Total cholesterol, HDL cholesterol, and triglyceride levels were all associated with new-onset diabetes after adjustment for demographic and clinical factors as well as for stavudine exposure, but adjustment for lipid parameters only slightly reduced the relationship between stavudine and diabetes. This relationship could be due to a common pathophysiological mechanism leading to both lipid disorders and diabetes. Alternatively, lipolysis and increased serum free fatty acids have been documented in HIV-positive individuals. Excess free fatty acids in the circulation may reduce insulin sensitivity through inappropriate lipid storage in muscle and liver, resulting in impaired glucose utilization and insulin-mediated inhibition of glucogenolysis and gluconeogenesis (
6,
18–
20).
Clinically observed lipodystrophy was also significantly associated with new-onset diabetes in accordance with previous studies showing that abnormal body fat distribution in HIV-positive individuals is strongly associated with insulin resistance and/or glucose intolerance, with excess trunk or visceral fat being, as in the general population, a risk factor for insulin resistance among those with HIV infection. In addition, insulin resistance is itself independently associated with fat loss in HIV-positive individuals (
4,
21)
Our data confirm previous findings on the relationship between new-onset diabetes and exposure to stavudine (but also zidovudine and didanosine), increased total cholesterol, decreased HDL cholesterol, and increased triglycerides. Interestingly, relationships for those parameters remained significant after adjustment for all other available risk factors. The large size of this cohort provides greater power to detect findings that other cohorts may be insufficiently powered to detect. However, it is possible that some of these results may reflect chance findings. There are several limitations of the study that should be considered: first, cohort studies such as ours cannot formally determine causality. However, they do permit an association between drug exposure and incidence of diabetes to be established and our findings are both consistent with those of other cohorts and biologically plausible. Second, factors such as treatment interruptions or changes in adherence are not taken into account because of the complex treatment patterns in this population. Finally, although we recognize that standardized assessments of lipodystrophy would have been preferable, this is unrealistic to achieve in a large multicohort collaboration such as this.
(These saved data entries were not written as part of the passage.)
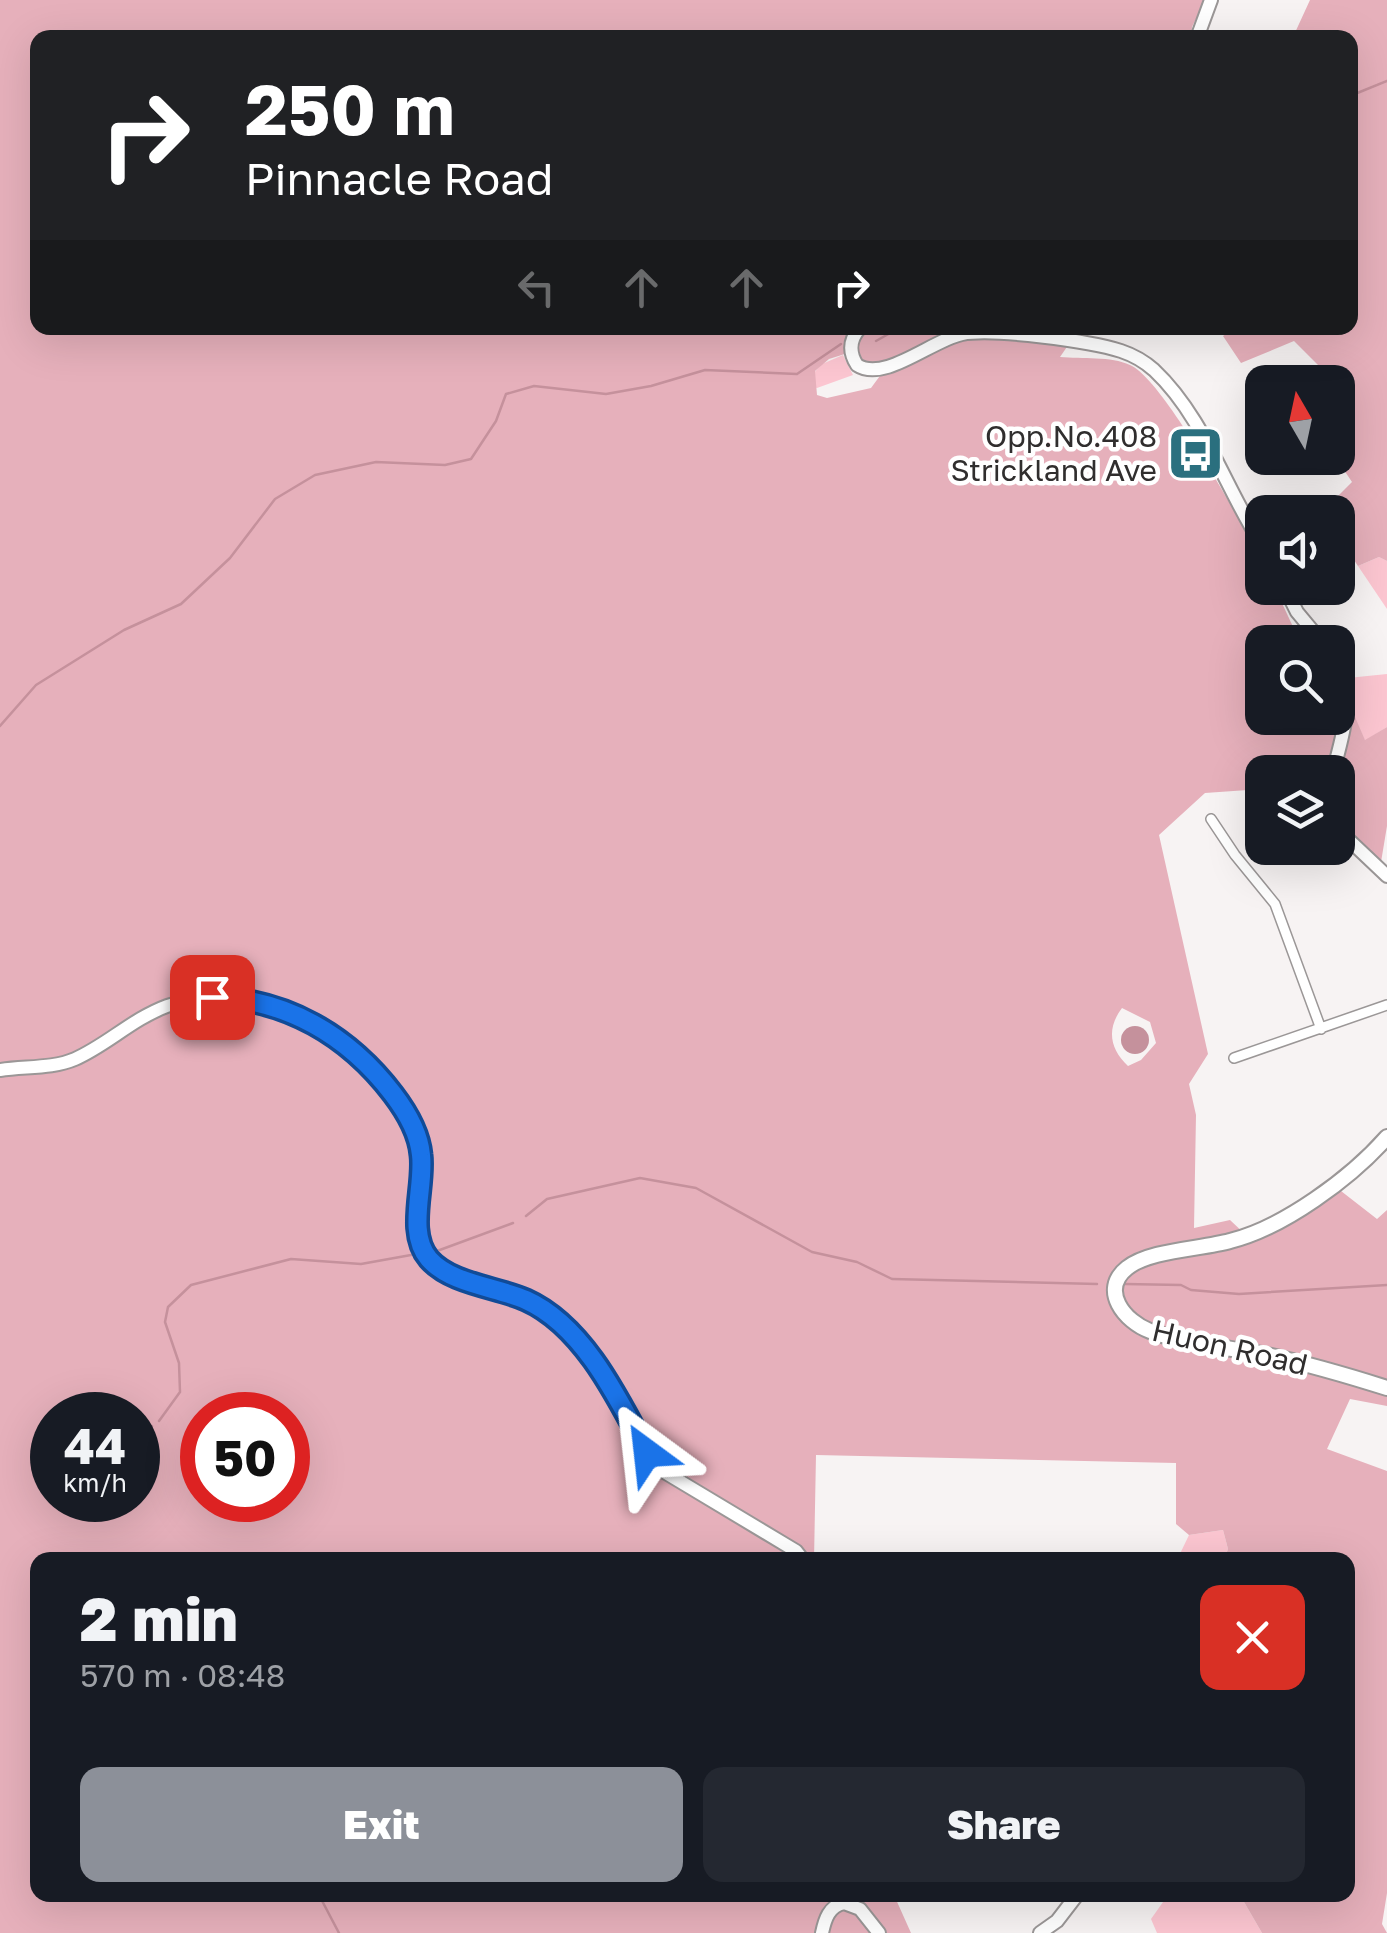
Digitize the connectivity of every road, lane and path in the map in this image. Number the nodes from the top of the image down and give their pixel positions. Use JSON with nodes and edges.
{"nodes":[{"id":1,"x":1212,"y":0,"type":"edge"},
{"id":2,"x":1200,"y":30,"type":"edge"},
{"id":3,"x":855,"y":335,"type":"edge"},
{"id":4,"x":960,"y":335,"type":"edge"},
{"id":5,"x":1006,"y":335,"type":"edge"},
{"id":6,"x":1245,"y":515,"type":"edge"},
{"id":7,"x":1211,"y":819,"type":"dead end"},
{"id":8,"x":1355,"y":846,"type":"edge"},
{"id":9,"x":1387,"y":876,"type":"edge"},
{"id":10,"x":1387,"y":1005,"type":"edge"},
{"id":11,"x":1321,"y":1029,"type":"junction"},
{"id":12,"x":1234,"y":1058,"type":"dead end"},
{"id":13,"x":0,"y":1070,"type":"edge"},
{"id":14,"x":1387,"y":1137,"type":"edge"},
{"id":15,"x":1387,"y":1388,"type":"edge"},
{"id":16,"x":797,"y":1552,"type":"edge"},
{"id":17,"x":1072,"y":1902,"type":"edge"},
{"id":18,"x":822,"y":1933,"type":"edge"},
{"id":19,"x":879,"y":1933,"type":"edge"},
{"id":20,"x":1040,"y":1933,"type":"edge"}],
"edges":[{"from":1,"to":2,"type":"main road"},
{"from":3,"to":4,"type":"main road"},
{"from":5,"to":6,"type":"main road"},
{"from":7,"to":11,"type":"street"},
{"from":8,"to":9,"type":"main road"},
{"from":10,"to":11,"type":"street"},
{"from":11,"to":12,"type":"street"},
{"from":13,"to":16,"type":"main road"},
{"from":14,"to":15,"type":"main road","name":"Huon Road"},
{"from":17,"to":20,"type":"main road"},
{"from":18,"to":19,"type":"main road"}]}
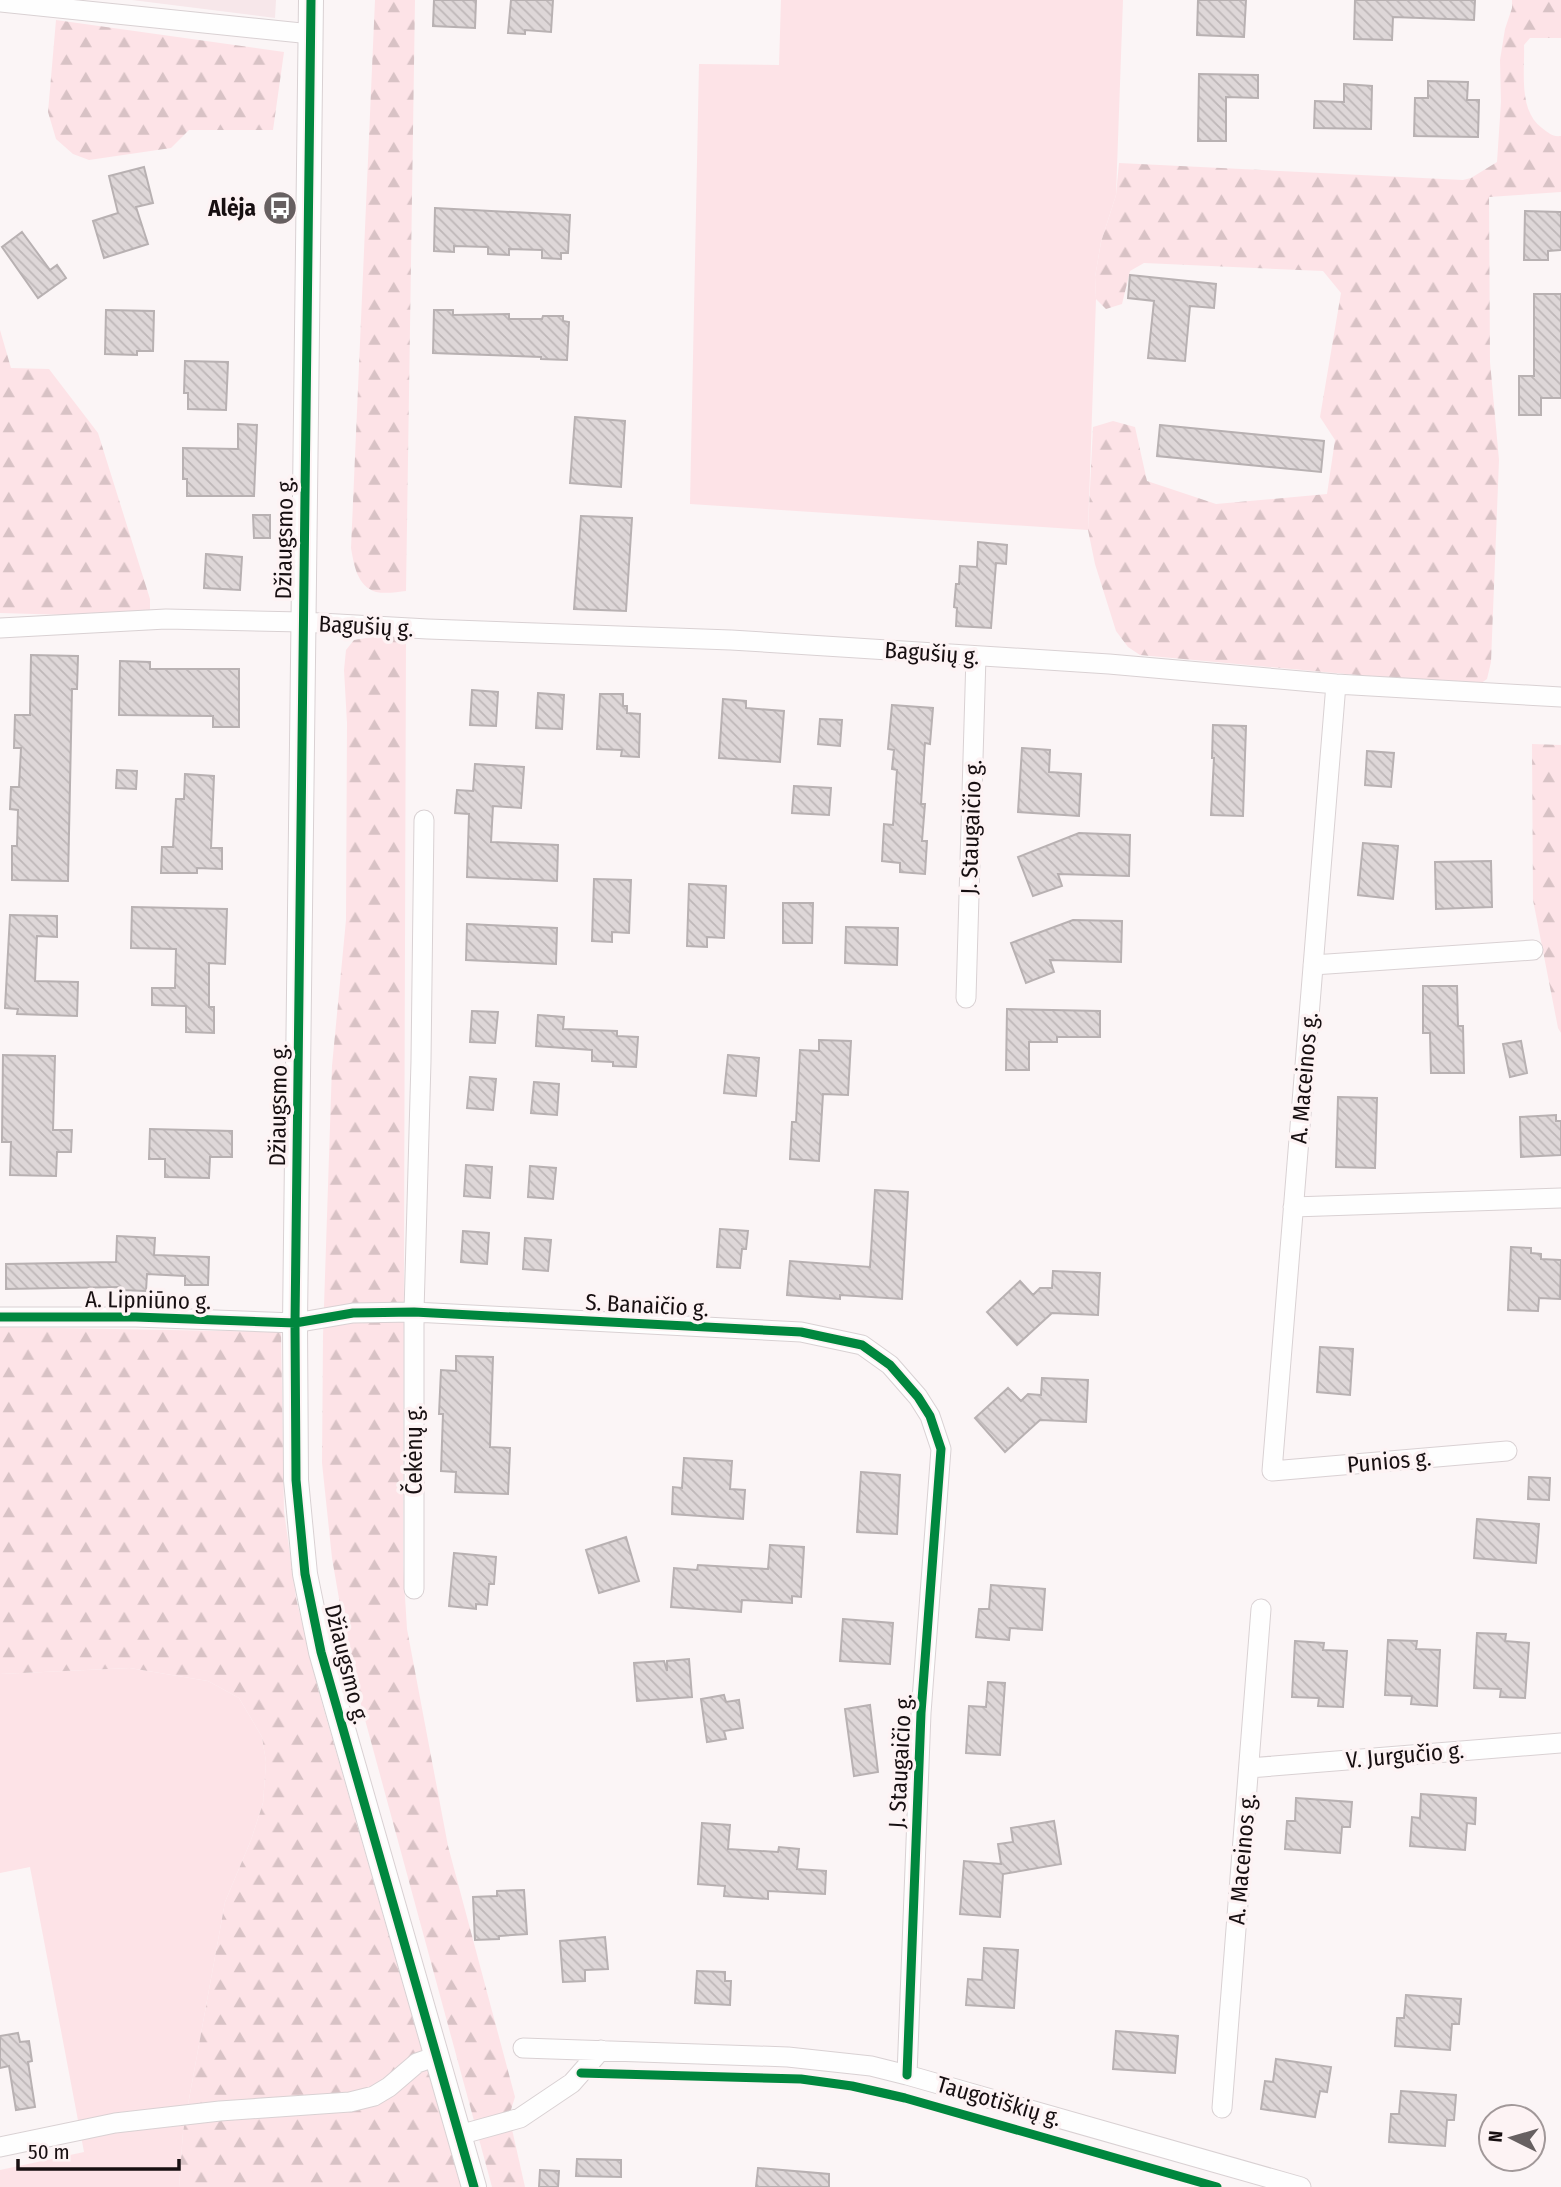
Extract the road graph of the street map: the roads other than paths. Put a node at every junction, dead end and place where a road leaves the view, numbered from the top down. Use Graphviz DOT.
graph roads {
  1 [pos="311,0"];
  2 [pos="0,2"];
  3 [pos="311,34"];
  4 [pos="302,622"];
  5 [pos="0,628"];
  6 [pos="976,656"];
  7 [pos="1336,684"];
  8 [pos="1561,697"];
  9 [pos="424,820"];
  10 [pos="1533,950"];
  11 [pos="1313,965"];
  12 [pos="965,998"];
  13 [pos="1561,1198"];
  14 [pos="1293,1207"];
  15 [pos="414,1312"];
  16 [pos="0,1317"];
  17 [pos="295,1323"];
  18 [pos="941,1449"];
  19 [pos="1507,1451"];
  20 [pos="1272,1471"];
  21 [pos="414,1589"];
  22 [pos="1261,1609"];
  23 [pos="1561,1743"];
  24 [pos="1250,1768"];
  25 [pos="523,2048"];
  26 [pos="601,2050"];
  27 [pos="437,2056"];
  28 [pos="907,2075"];
  29 [pos="1222,2109"];
  30 [pos="459,2135"];
  31 [pos="0,2147"];
  32 [pos="1278,2184"];
  33 [pos="474,2187"];
  34 [pos="1301,2187"];
  1 -- 3 [label="street, Džiaugsmo g."];
  2 -- 3 [label="street"];
  3 -- 4 [label="street, Džiaugsmo g."];
  4 -- 5 [label="street, Bagušių g."];
  4 -- 6 [label="street, Bagušių g."];
  4 -- 17 [label="street, Džiaugsmo g."];
  6 -- 7 [label="street, Bagušių g."];
  6 -- 12 [label="street, J. Staugaičio g."];
  7 -- 8 [label="street, Bagušių g."];
  7 -- 11 [label="street, A. Maceinos g."];
  9 -- 15 [label="street"];
  10 -- 11 [label="street"];
  11 -- 14 [label="street, A. Maceinos g."];
  13 -- 14 [label="street"];
  14 -- 20 [label="street, A. Maceinos g."];
  15 -- 17 [label="street, S. Banaičio g."];
  15 -- 18 [label="street, S. Banaičio g."];
  15 -- 21 [label="street, Čekėnų g."];
  16 -- 17 [label="street, A. Lipniūno g."];
  17 -- 27 [label="street, Džiaugsmo g."];
  18 -- 28 [label="street, J. Staugaičio g."];
  19 -- 20 [label="street, Punios g."];
  22 -- 24 [label="street, A. Maceinos g."];
  23 -- 24 [label="street, V. Jurgučio g."];
  24 -- 29 [label="street, A. Maceinos g."];
  25 -- 26 [label="street, Taugotiškių g."];
  26 -- 28 [label="street, Taugotiškių g."];
  26 -- 30 [label="street"];
  27 -- 30 [label="street, Džiaugsmo g."];
  27 -- 31 [label="street"];
  28 -- 32 [label="street, Taugotiškių g."];
  30 -- 33 [label="street, Džiaugsmo g."];
  32 -- 34 [label="street, Taugotiškių g."];
}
The relationship between new-onset diabetes and exposure to stavudine (and other NRTIs) and lipodystrophy is a striking finding, particularly as adjustment for lipodystrophy did not modify the relationship between stavudine and diabetes. It is plausible that stavudine and other NRTIs directly contribute to insulin resistance and diabetes, apart from any indirect effect by way of lipodystrophy development. It should also be noted that our binary categorization of lipodystrophy may provide a relatively blunt tool with which to perform statistical adjustment; adjustment for the degree to which lipodystrophy is present (rather than just its presence or absence) may explain a higher proportion of the effect of stavudine. However, this level of information on lipodystrophy is rarely collected.